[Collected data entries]
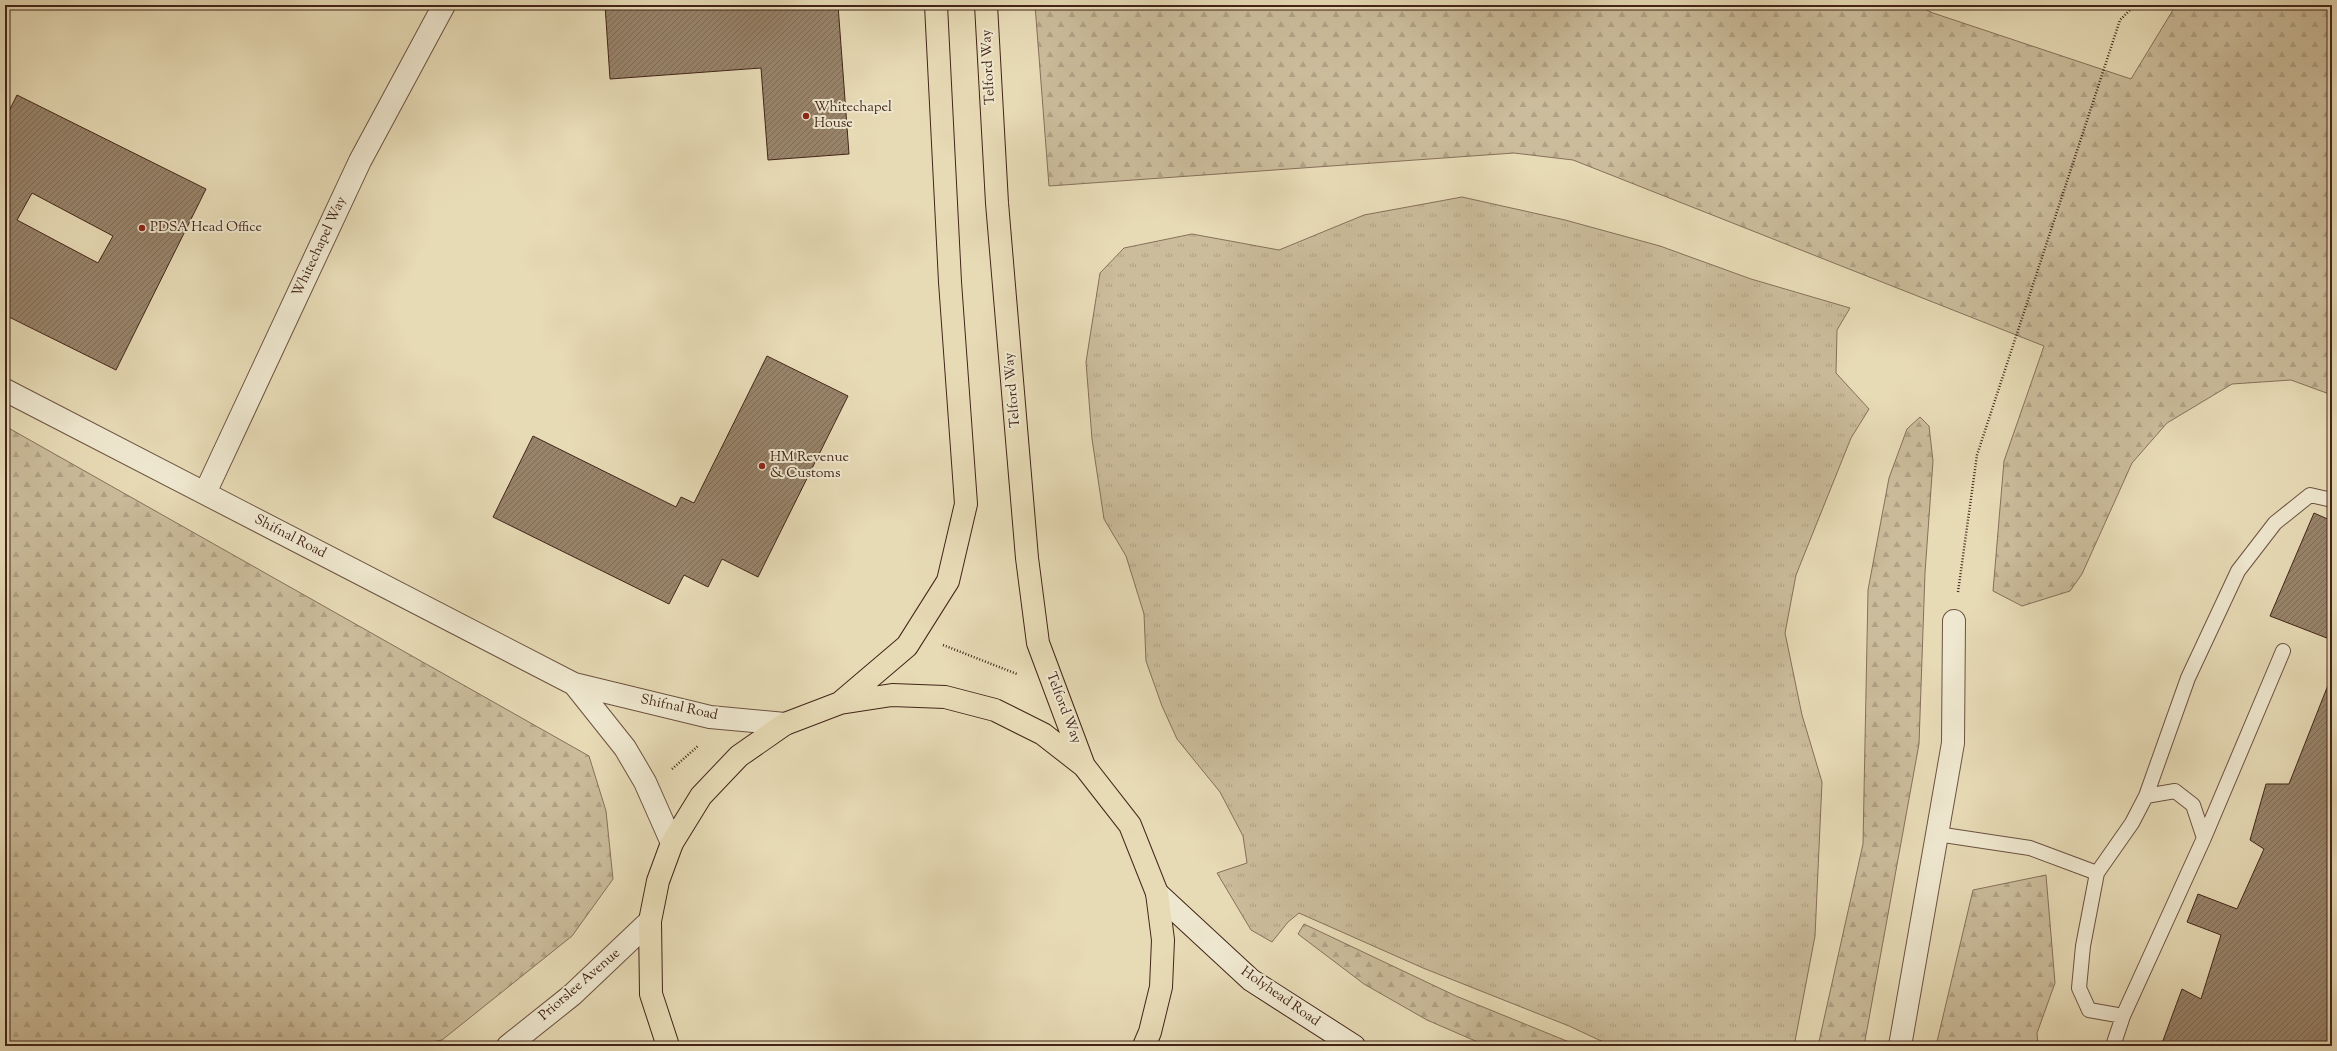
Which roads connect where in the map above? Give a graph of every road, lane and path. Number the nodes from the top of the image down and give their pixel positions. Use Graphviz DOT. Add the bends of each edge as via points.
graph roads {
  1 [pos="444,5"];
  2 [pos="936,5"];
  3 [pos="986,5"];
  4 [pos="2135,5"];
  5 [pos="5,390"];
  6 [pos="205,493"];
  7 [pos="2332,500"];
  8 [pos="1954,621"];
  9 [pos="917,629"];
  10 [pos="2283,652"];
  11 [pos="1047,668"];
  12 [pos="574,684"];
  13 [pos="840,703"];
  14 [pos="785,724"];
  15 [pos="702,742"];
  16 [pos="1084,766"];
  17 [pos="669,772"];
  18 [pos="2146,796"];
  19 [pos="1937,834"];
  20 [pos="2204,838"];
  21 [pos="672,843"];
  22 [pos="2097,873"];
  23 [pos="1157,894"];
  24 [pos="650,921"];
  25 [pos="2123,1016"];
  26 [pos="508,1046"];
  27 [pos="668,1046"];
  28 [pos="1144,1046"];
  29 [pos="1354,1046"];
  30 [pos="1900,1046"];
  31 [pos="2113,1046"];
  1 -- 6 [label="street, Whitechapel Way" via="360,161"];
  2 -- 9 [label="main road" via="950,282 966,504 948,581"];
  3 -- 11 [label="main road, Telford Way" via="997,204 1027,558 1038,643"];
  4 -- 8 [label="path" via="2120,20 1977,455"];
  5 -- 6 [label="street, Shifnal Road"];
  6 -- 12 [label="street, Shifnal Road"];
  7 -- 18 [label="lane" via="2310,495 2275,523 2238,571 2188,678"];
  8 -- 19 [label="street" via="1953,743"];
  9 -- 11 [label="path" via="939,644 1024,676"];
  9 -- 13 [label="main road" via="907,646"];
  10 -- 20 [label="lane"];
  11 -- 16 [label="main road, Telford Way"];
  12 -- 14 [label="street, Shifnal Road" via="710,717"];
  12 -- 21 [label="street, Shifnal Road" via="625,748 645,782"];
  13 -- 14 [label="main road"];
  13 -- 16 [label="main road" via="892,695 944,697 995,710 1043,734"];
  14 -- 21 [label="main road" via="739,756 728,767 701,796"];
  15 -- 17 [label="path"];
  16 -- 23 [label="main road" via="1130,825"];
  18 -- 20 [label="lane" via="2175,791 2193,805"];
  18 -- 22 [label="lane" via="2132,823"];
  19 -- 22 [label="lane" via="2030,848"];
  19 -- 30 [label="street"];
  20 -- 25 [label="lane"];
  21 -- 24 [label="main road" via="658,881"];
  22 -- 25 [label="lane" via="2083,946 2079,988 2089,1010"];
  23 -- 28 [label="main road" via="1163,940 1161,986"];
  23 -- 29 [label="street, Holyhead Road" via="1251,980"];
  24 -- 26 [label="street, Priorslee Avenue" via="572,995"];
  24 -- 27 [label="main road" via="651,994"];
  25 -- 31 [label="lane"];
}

Problem details =
All the lines above should be reproduced exactly, and none of the pictures.

Response below =
Which roads connect where in the map above? Give a graph of every road, lane and path. Number the nodes from the top of the image down and give their pixel positions. Use Graphviz DOT. Add the bends of each edge as via points.
graph roads {
  1 [pos="444,5"];
  2 [pos="936,5"];
  3 [pos="986,5"];
  4 [pos="2135,5"];
  5 [pos="5,390"];
  6 [pos="205,493"];
  7 [pos="2332,500"];
  8 [pos="1954,621"];
  9 [pos="917,629"];
  10 [pos="2283,652"];
  11 [pos="1047,668"];
  12 [pos="574,684"];
  13 [pos="840,703"];
  14 [pos="785,724"];
  15 [pos="702,742"];
  16 [pos="1084,766"];
  17 [pos="669,772"];
  18 [pos="2146,796"];
  19 [pos="1937,834"];
  20 [pos="2204,838"];
  21 [pos="672,843"];
  22 [pos="2097,873"];
  23 [pos="1157,894"];
  24 [pos="650,921"];
  25 [pos="2123,1016"];
  26 [pos="508,1046"];
  27 [pos="668,1046"];
  28 [pos="1144,1046"];
  29 [pos="1354,1046"];
  30 [pos="1900,1046"];
  31 [pos="2113,1046"];
  1 -- 6 [label="street, Whitechapel Way" via="360,161"];
  2 -- 9 [label="main road" via="950,282 966,504 948,581"];
  3 -- 11 [label="main road, Telford Way" via="997,204 1027,558 1038,643"];
  4 -- 8 [label="path" via="2120,20 1977,455"];
  5 -- 6 [label="street, Shifnal Road"];
  6 -- 12 [label="street, Shifnal Road"];
  7 -- 18 [label="lane" via="2310,495 2275,523 2238,571 2188,678"];
  8 -- 19 [label="street" via="1953,743"];
  9 -- 11 [label="path" via="939,644 1024,676"];
  9 -- 13 [label="main road" via="907,646"];
  10 -- 20 [label="lane"];
  11 -- 16 [label="main road, Telford Way"];
  12 -- 14 [label="street, Shifnal Road" via="710,717"];
  12 -- 21 [label="street, Shifnal Road" via="625,748 645,782"];
  13 -- 14 [label="main road"];
  13 -- 16 [label="main road" via="892,695 944,697 995,710 1043,734"];
  14 -- 21 [label="main road" via="739,756 728,767 701,796"];
  15 -- 17 [label="path"];
  16 -- 23 [label="main road" via="1130,825"];
  18 -- 20 [label="lane" via="2175,791 2193,805"];
  18 -- 22 [label="lane" via="2132,823"];
  19 -- 22 [label="lane" via="2030,848"];
  19 -- 30 [label="street"];
  20 -- 25 [label="lane"];
  21 -- 24 [label="main road" via="658,881"];
  22 -- 25 [label="lane" via="2083,946 2079,988 2089,1010"];
  23 -- 28 [label="main road" via="1163,940 1161,986"];
  23 -- 29 [label="street, Holyhead Road" via="1251,980"];
  24 -- 26 [label="street, Priorslee Avenue" via="572,995"];
  24 -- 27 [label="main road" via="651,994"];
  25 -- 31 [label="lane"];
}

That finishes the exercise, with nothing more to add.